**Problem to work on:**
Reproduce the records below exactly, but leave their pictures out of the copy.

(Stored entries)
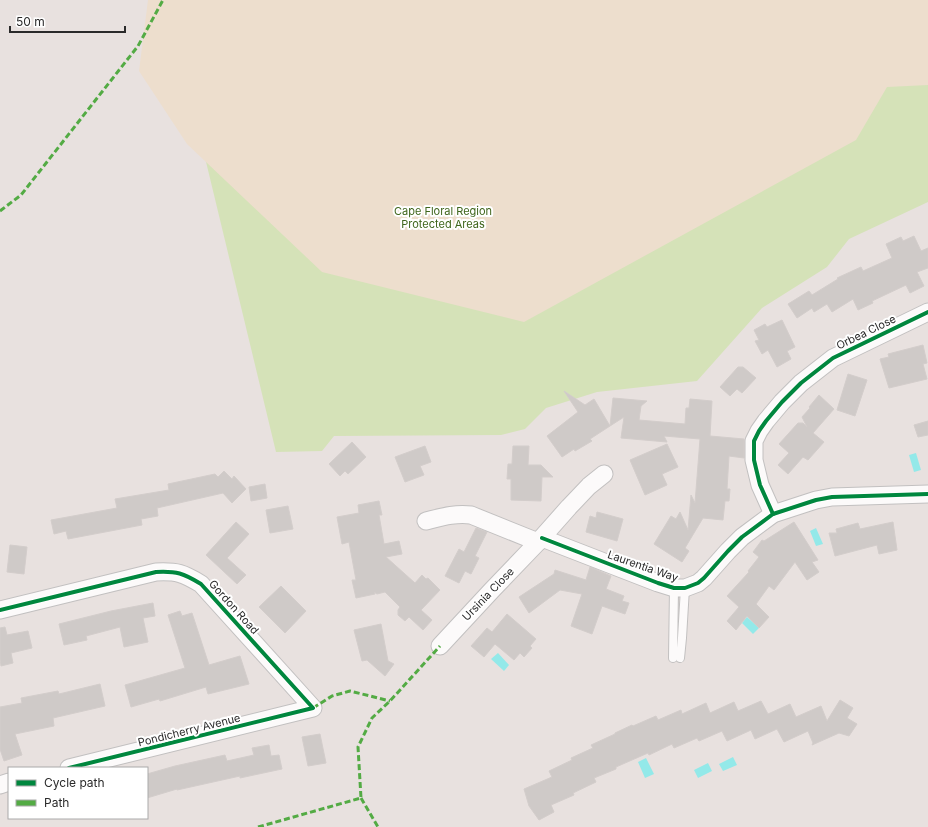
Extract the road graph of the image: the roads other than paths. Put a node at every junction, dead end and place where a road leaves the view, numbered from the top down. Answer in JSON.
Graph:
{"nodes":[{"id":1,"x":928,"y":312,"type":"edge"},
{"id":2,"x":604,"y":474,"type":"dead end"},
{"id":3,"x":928,"y":494,"type":"edge"},
{"id":4,"x":772,"y":514,"type":"junction"},
{"id":5,"x":426,"y":521,"type":"dead end"},
{"id":6,"x":540,"y":540,"type":"junction"},
{"id":7,"x":679,"y":588,"type":"junction"},
{"id":8,"x":0,"y":610,"type":"edge"},
{"id":9,"x":440,"y":646,"type":"dead end"},
{"id":10,"x":676,"y":658,"type":"dead end"},
{"id":11,"x":313,"y":708,"type":"joint"},
{"id":12,"x":73,"y":767,"type":"edge"}],
"edges":[{"from":1,"to":4,"type":"street","name":"Orbea Close"},
{"from":2,"to":6,"type":"street","name":"Ursinia Close"},
{"from":3,"to":4,"type":"street","name":"Laurentia Way"},
{"from":4,"to":7,"type":"street","name":"Laurentia Way"},
{"from":5,"to":6,"type":"street","name":"Laurentia Way"},
{"from":6,"to":7,"type":"street","name":"Laurentia Way"},
{"from":6,"to":9,"type":"street","name":"Ursinia Close"},
{"from":7,"to":10,"type":"lane"},
{"from":8,"to":11,"type":"street","name":"Gordon Road"},
{"from":11,"to":12,"type":"street","name":"Pondicherry Avenue"}]}
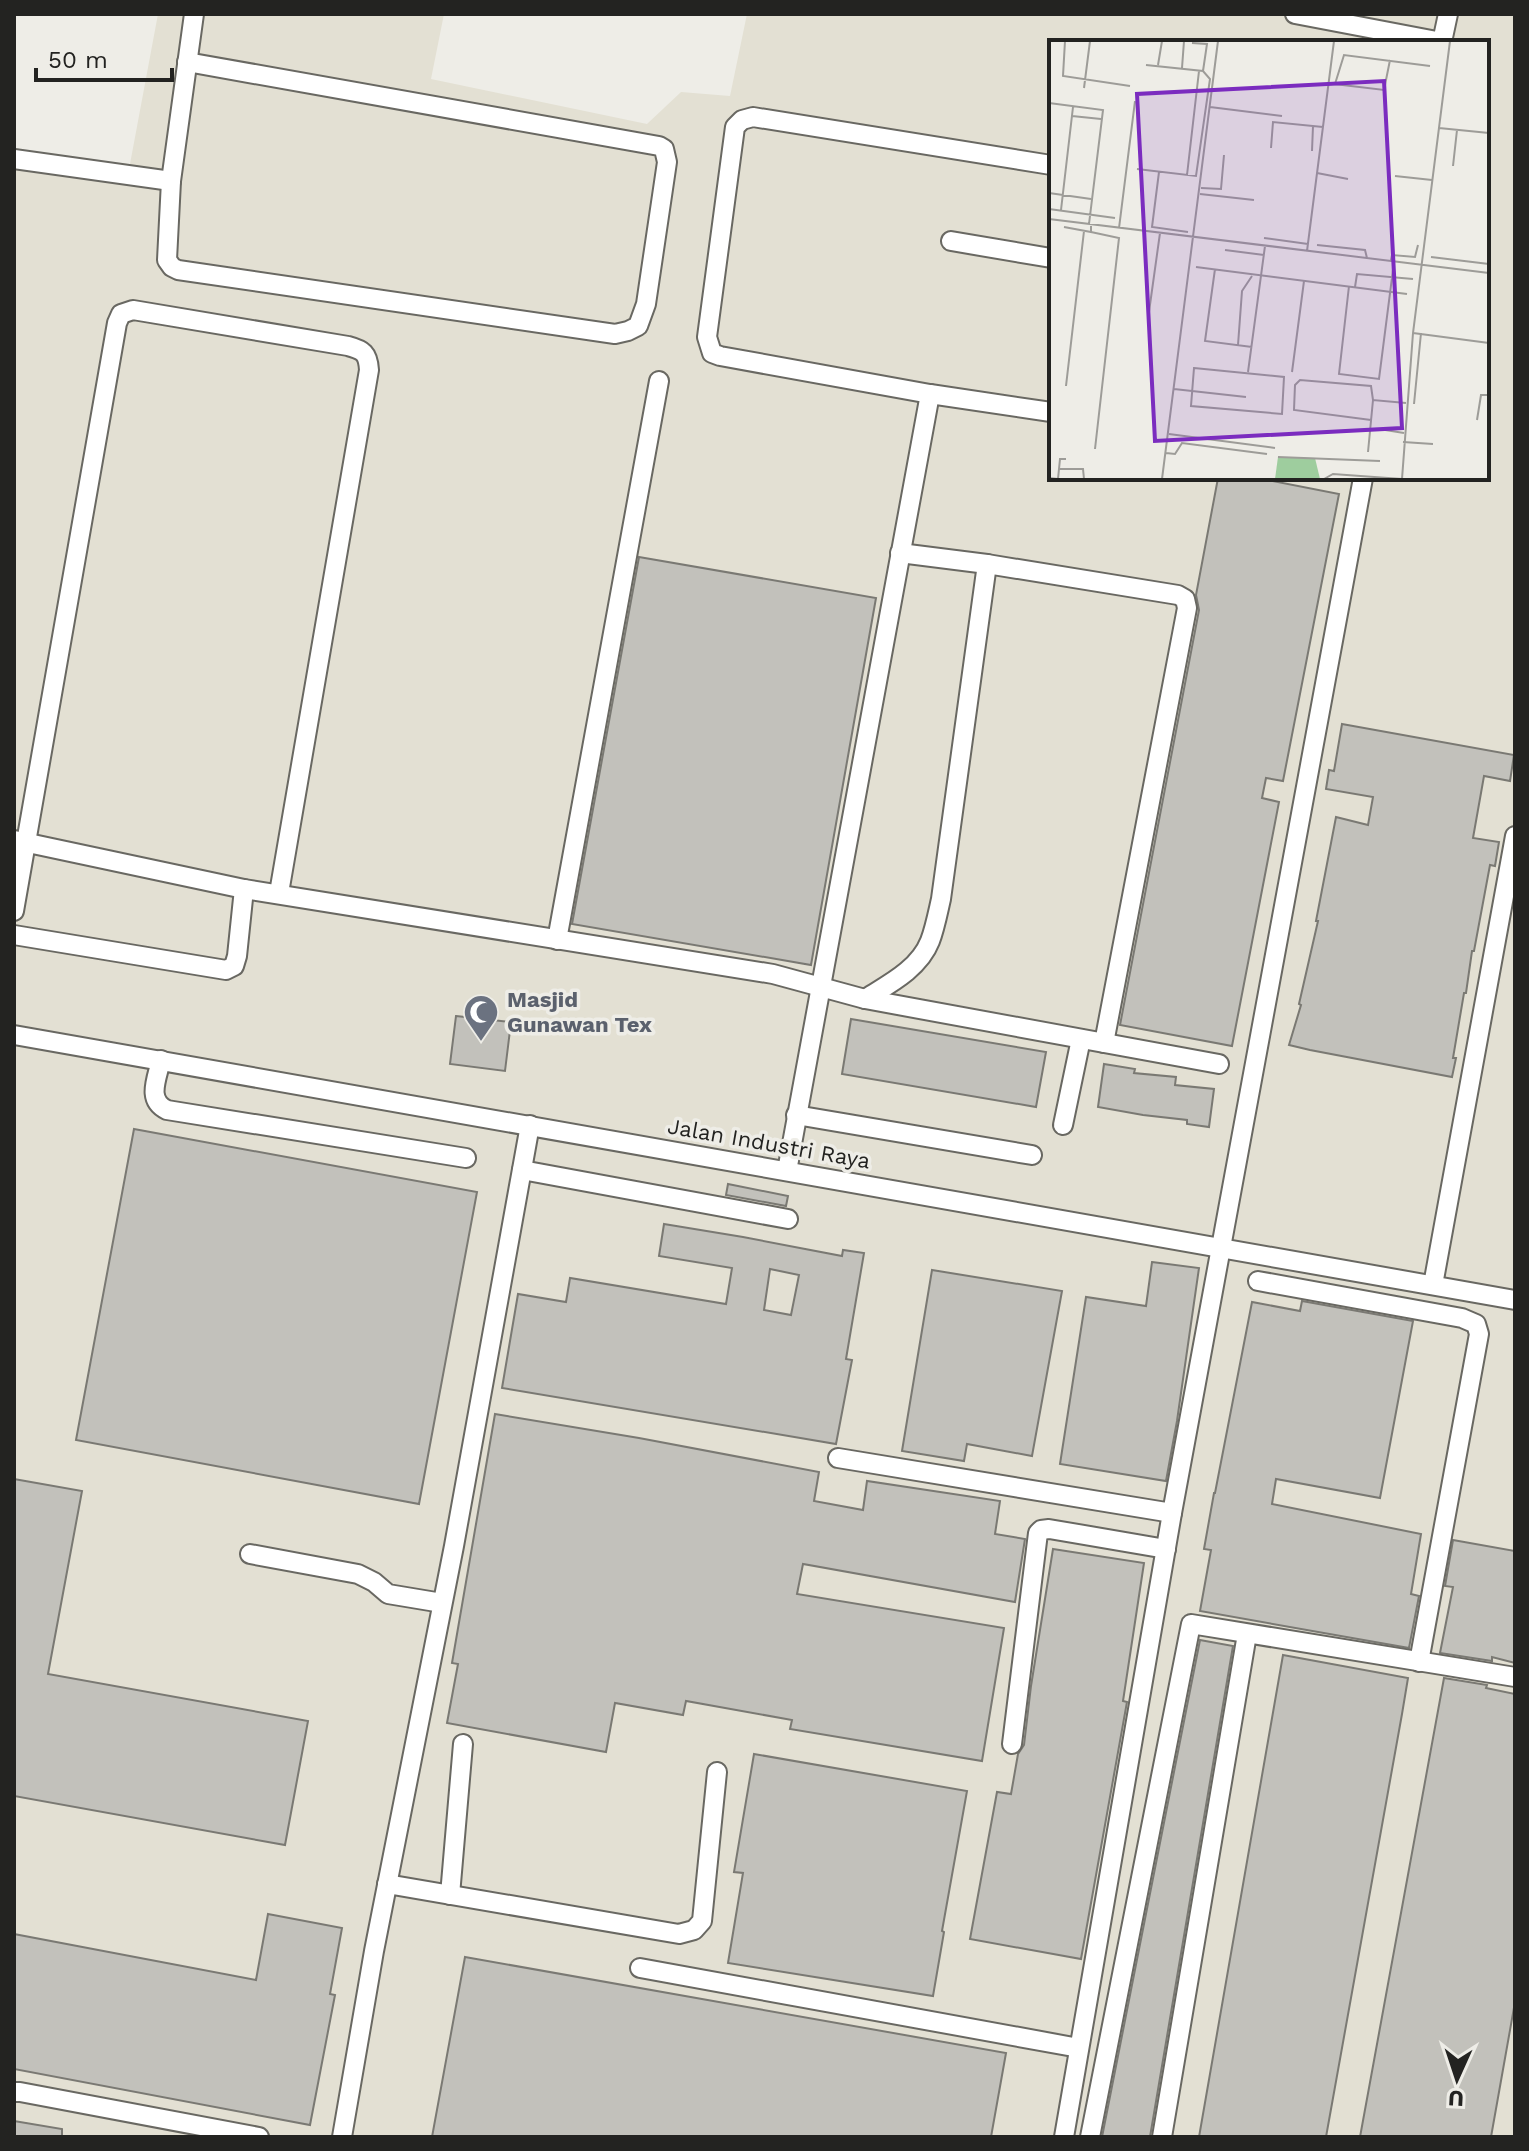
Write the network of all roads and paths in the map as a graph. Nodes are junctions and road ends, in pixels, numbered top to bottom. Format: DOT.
graph roads {
  1 [pos="194,14"];
  2 [pos="1295,14"];
  3 [pos="1448,14"];
  4 [pos="1432,40"];
  5 [pos="1442,40"];
  6 [pos="187,62"];
  7 [pos="14,159"];
  8 [pos="1049,165"];
  9 [pos="171,181"];
  10 [pos="951,241"];
  11 [pos="1049,258"];
  12 [pos="659,381"];
  13 [pos="930,394"];
  14 [pos="1049,412"];
  15 [pos="1363,480"];
  16 [pos="900,553"];
  17 [pos="987,564"];
  18 [pos="1515,836"];
  19 [pos="21,842"];
  20 [pos="244,889"];
  21 [pos="279,893"];
  22 [pos="14,911"];
  23 [pos="14,935"];
  24 [pos="557,940"];
  25 [pos="819,988"];
  26 [pos="865,999"];
  27 [pos="15,1038"];
  28 [pos="1081,1039"];
  29 [pos="1104,1043"];
  30 [pos="161,1060"];
  31 [pos="1219,1064"];
  32 [pos="796,1115"];
  33 [pos="530,1125"];
  34 [pos="1063,1125"];
  35 [pos="1032,1155"];
  36 [pos="466,1158"];
  37 [pos="522,1170"];
  38 [pos="787,1171"];
  39 [pos="788,1219"];
  40 [pos="1223,1247"];
  41 [pos="1258,1281"];
  42 [pos="1433,1285"];
  43 [pos="1515,1300"];
  44 [pos="838,1458"];
  45 [pos="1172,1513"];
  46 [pos="1166,1549"];
  47 [pos="250,1554"];
  48 [pos="442,1603"];
  49 [pos="1247,1634"];
  50 [pos="1419,1662"];
  51 [pos="1515,1677"];
  52 [pos="463,1744"];
  53 [pos="1012,1744"];
  54 [pos="717,1772"];
  55 [pos="387,1884"];
  56 [pos="450,1895"];
  57 [pos="640,1968"];
  58 [pos="1079,2048"];
  59 [pos="14,2092"];
  60 [pos="259,2137"];
  61 [pos="342,2137"];
  62 [pos="1064,2137"];
  63 [pos="1090,2137"];
  64 [pos="1162,2137"];
  1 -- 6 [label="street"];
  2 -- 4 [label="street"];
  3 -- 5 [label="street"];
  6 -- 9 [label="street"];
  6 -- 9 [label="street"];
  7 -- 9 [label="street"];
  8 -- 13 [label="street"];
  10 -- 11 [label="street"];
  12 -- 24 [label="street"];
  13 -- 14 [label="street"];
  13 -- 16 [label="street"];
  15 -- 40 [label="street"];
  16 -- 17 [label="street"];
  16 -- 25 [label="street"];
  17 -- 26 [label="street"];
  17 -- 29 [label="street"];
  18 -- 42 [label="street"];
  19 -- 20 [label="street"];
  19 -- 21 [label="street"];
  19 -- 22 [label="street"];
  20 -- 21 [label="street"];
  20 -- 23 [label="street"];
  21 -- 24 [label="street"];
  24 -- 25 [label="street"];
  25 -- 26 [label="street"];
  25 -- 32 [label="street"];
  26 -- 28 [label="street"];
  27 -- 30 [label="street, Jalan Industri Raya"];
  28 -- 29 [label="street"];
  28 -- 34 [label="street"];
  29 -- 31 [label="street"];
  30 -- 33 [label="street, Jalan Industri Raya"];
  30 -- 36 [label="street"];
  32 -- 35 [label="street"];
  32 -- 38 [label="street"];
  33 -- 37 [label="street"];
  33 -- 38 [label="street, Jalan Industri Raya"];
  37 -- 39 [label="street"];
  37 -- 48 [label="street"];
  38 -- 40 [label="street, Jalan Industri Raya"];
  40 -- 42 [label="street, Jalan Industri Raya"];
  40 -- 45 [label="street"];
  41 -- 50 [label="street"];
  42 -- 43 [label="street, Jalan Industri Raya"];
  44 -- 45 [label="street"];
  45 -- 46 [label="street"];
  46 -- 53 [label="street"];
  46 -- 58 [label="street"];
  47 -- 48 [label="street"];
  48 -- 55 [label="street"];
  49 -- 50 [label="street"];
  49 -- 63 [label="street"];
  49 -- 64 [label="street"];
  50 -- 51 [label="street"];
  52 -- 56 [label="street"];
  54 -- 56 [label="street"];
  55 -- 56 [label="street"];
  55 -- 61 [label="street"];
  57 -- 58 [label="street"];
  58 -- 62 [label="street"];
  59 -- 60 [label="street"];
}
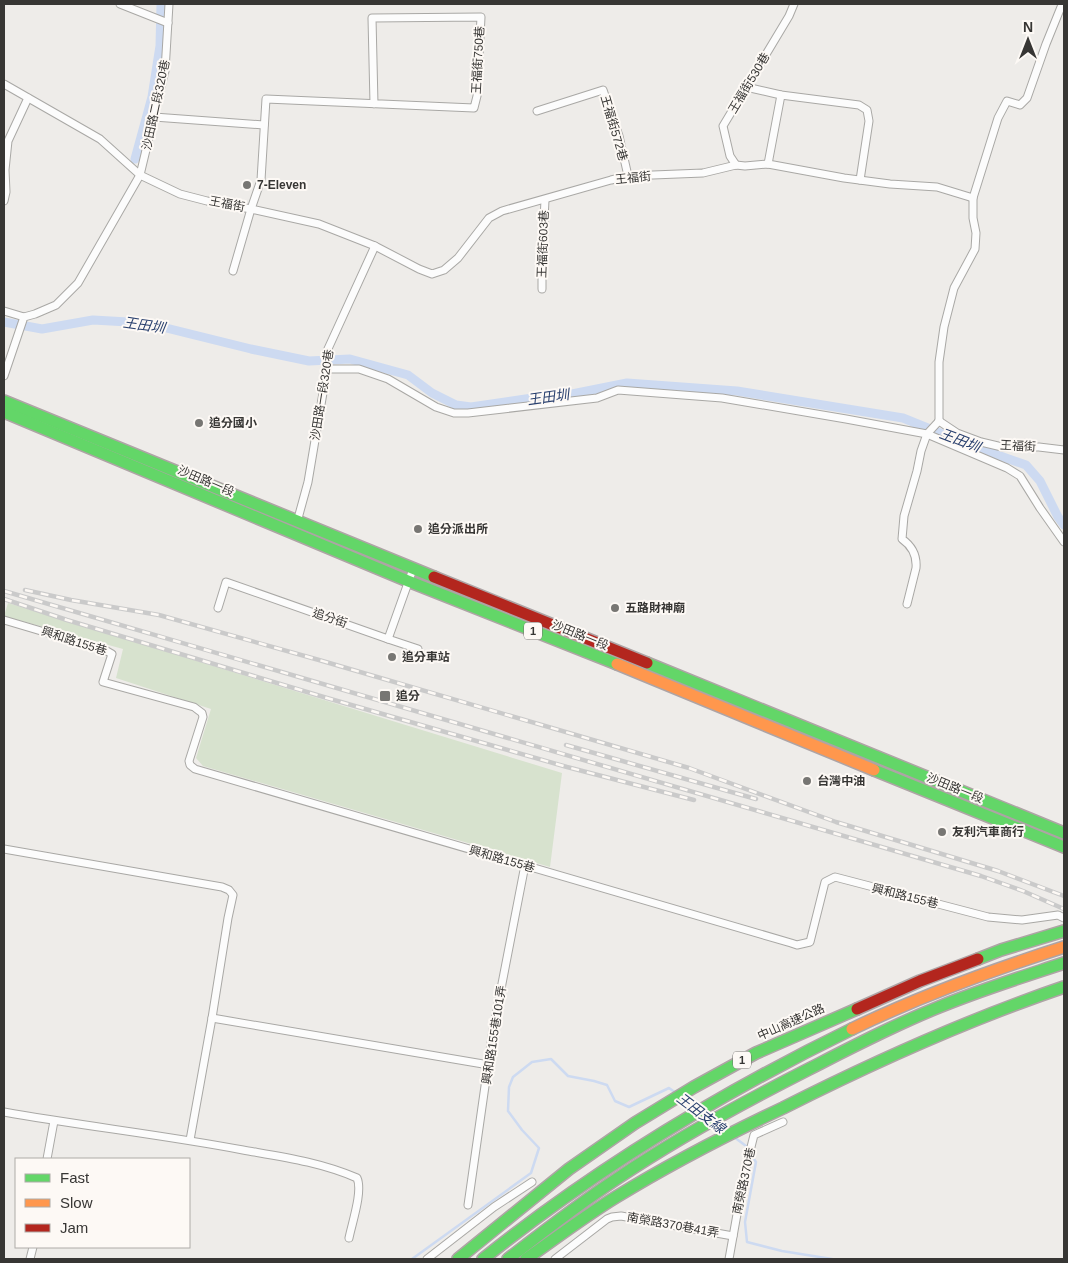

**Exercise answer:**
Extract the road graph of the image: the roads other than paths. Put a node at every junction, dead end and place where a road leaves the view, numbered from the top down. Answer in JSON.
Graph:
{"nodes":[{"id":1,"x":928,"y":312,"type":"edge"},
{"id":2,"x":604,"y":474,"type":"dead end"},
{"id":3,"x":928,"y":494,"type":"edge"},
{"id":4,"x":772,"y":514,"type":"junction"},
{"id":5,"x":426,"y":521,"type":"dead end"},
{"id":6,"x":540,"y":540,"type":"junction"},
{"id":7,"x":679,"y":588,"type":"junction"},
{"id":8,"x":0,"y":610,"type":"edge"},
{"id":9,"x":440,"y":646,"type":"dead end"},
{"id":10,"x":676,"y":658,"type":"dead end"},
{"id":11,"x":313,"y":708,"type":"joint"},
{"id":12,"x":73,"y":767,"type":"edge"}],
"edges":[{"from":1,"to":4,"type":"street","name":"Orbea Close"},
{"from":2,"to":6,"type":"street","name":"Ursinia Close"},
{"from":3,"to":4,"type":"street","name":"Laurentia Way"},
{"from":4,"to":7,"type":"street","name":"Laurentia Way"},
{"from":5,"to":6,"type":"street","name":"Laurentia Way"},
{"from":6,"to":7,"type":"street","name":"Laurentia Way"},
{"from":6,"to":9,"type":"street","name":"Ursinia Close"},
{"from":7,"to":10,"type":"lane"},
{"from":8,"to":11,"type":"street","name":"Gordon Road"},
{"from":11,"to":12,"type":"street","name":"Pondicherry Avenue"}]}
Write the network of all roads and paths in the map as a graph. Nodes are junctions and road ends, in pixels, numbered top to bottom. Format: DOT.
graph roads {
  1 [pos="194,14"];
  2 [pos="1295,14"];
  3 [pos="1448,14"];
  4 [pos="1432,40"];
  5 [pos="1442,40"];
  6 [pos="187,62"];
  7 [pos="14,159"];
  8 [pos="1049,165"];
  9 [pos="171,181"];
  10 [pos="951,241"];
  11 [pos="1049,258"];
  12 [pos="659,381"];
  13 [pos="930,394"];
  14 [pos="1049,412"];
  15 [pos="1363,480"];
  16 [pos="900,553"];
  17 [pos="987,564"];
  18 [pos="1515,836"];
  19 [pos="21,842"];
  20 [pos="244,889"];
  21 [pos="279,893"];
  22 [pos="14,911"];
  23 [pos="14,935"];
  24 [pos="557,940"];
  25 [pos="819,988"];
  26 [pos="865,999"];
  27 [pos="15,1038"];
  28 [pos="1081,1039"];
  29 [pos="1104,1043"];
  30 [pos="161,1060"];
  31 [pos="1219,1064"];
  32 [pos="796,1115"];
  33 [pos="530,1125"];
  34 [pos="1063,1125"];
  35 [pos="1032,1155"];
  36 [pos="466,1158"];
  37 [pos="522,1170"];
  38 [pos="787,1171"];
  39 [pos="788,1219"];
  40 [pos="1223,1247"];
  41 [pos="1258,1281"];
  42 [pos="1433,1285"];
  43 [pos="1515,1300"];
  44 [pos="838,1458"];
  45 [pos="1172,1513"];
  46 [pos="1166,1549"];
  47 [pos="250,1554"];
  48 [pos="442,1603"];
  49 [pos="1247,1634"];
  50 [pos="1419,1662"];
  51 [pos="1515,1677"];
  52 [pos="463,1744"];
  53 [pos="1012,1744"];
  54 [pos="717,1772"];
  55 [pos="387,1884"];
  56 [pos="450,1895"];
  57 [pos="640,1968"];
  58 [pos="1079,2048"];
  59 [pos="14,2092"];
  60 [pos="259,2137"];
  61 [pos="342,2137"];
  62 [pos="1064,2137"];
  63 [pos="1090,2137"];
  64 [pos="1162,2137"];
  1 -- 6 [label="street"];
  2 -- 4 [label="street"];
  3 -- 5 [label="street"];
  6 -- 9 [label="street"];
  6 -- 9 [label="street"];
  7 -- 9 [label="street"];
  8 -- 13 [label="street"];
  10 -- 11 [label="street"];
  12 -- 24 [label="street"];
  13 -- 14 [label="street"];
  13 -- 16 [label="street"];
  15 -- 40 [label="street"];
  16 -- 17 [label="street"];
  16 -- 25 [label="street"];
  17 -- 26 [label="street"];
  17 -- 29 [label="street"];
  18 -- 42 [label="street"];
  19 -- 20 [label="street"];
  19 -- 21 [label="street"];
  19 -- 22 [label="street"];
  20 -- 21 [label="street"];
  20 -- 23 [label="street"];
  21 -- 24 [label="street"];
  24 -- 25 [label="street"];
  25 -- 26 [label="street"];
  25 -- 32 [label="street"];
  26 -- 28 [label="street"];
  27 -- 30 [label="street, Jalan Industri Raya"];
  28 -- 29 [label="street"];
  28 -- 34 [label="street"];
  29 -- 31 [label="street"];
  30 -- 33 [label="street, Jalan Industri Raya"];
  30 -- 36 [label="street"];
  32 -- 35 [label="street"];
  32 -- 38 [label="street"];
  33 -- 37 [label="street"];
  33 -- 38 [label="street, Jalan Industri Raya"];
  37 -- 39 [label="street"];
  37 -- 48 [label="street"];
  38 -- 40 [label="street, Jalan Industri Raya"];
  40 -- 42 [label="street, Jalan Industri Raya"];
  40 -- 45 [label="street"];
  41 -- 50 [label="street"];
  42 -- 43 [label="street, Jalan Industri Raya"];
  44 -- 45 [label="street"];
  45 -- 46 [label="street"];
  46 -- 53 [label="street"];
  46 -- 58 [label="street"];
  47 -- 48 [label="street"];
  48 -- 55 [label="street"];
  49 -- 50 [label="street"];
  49 -- 63 [label="street"];
  49 -- 64 [label="street"];
  50 -- 51 [label="street"];
  52 -- 56 [label="street"];
  54 -- 56 [label="street"];
  55 -- 56 [label="street"];
  55 -- 61 [label="street"];
  57 -- 58 [label="street"];
  58 -- 62 [label="street"];
  59 -- 60 [label="street"];
}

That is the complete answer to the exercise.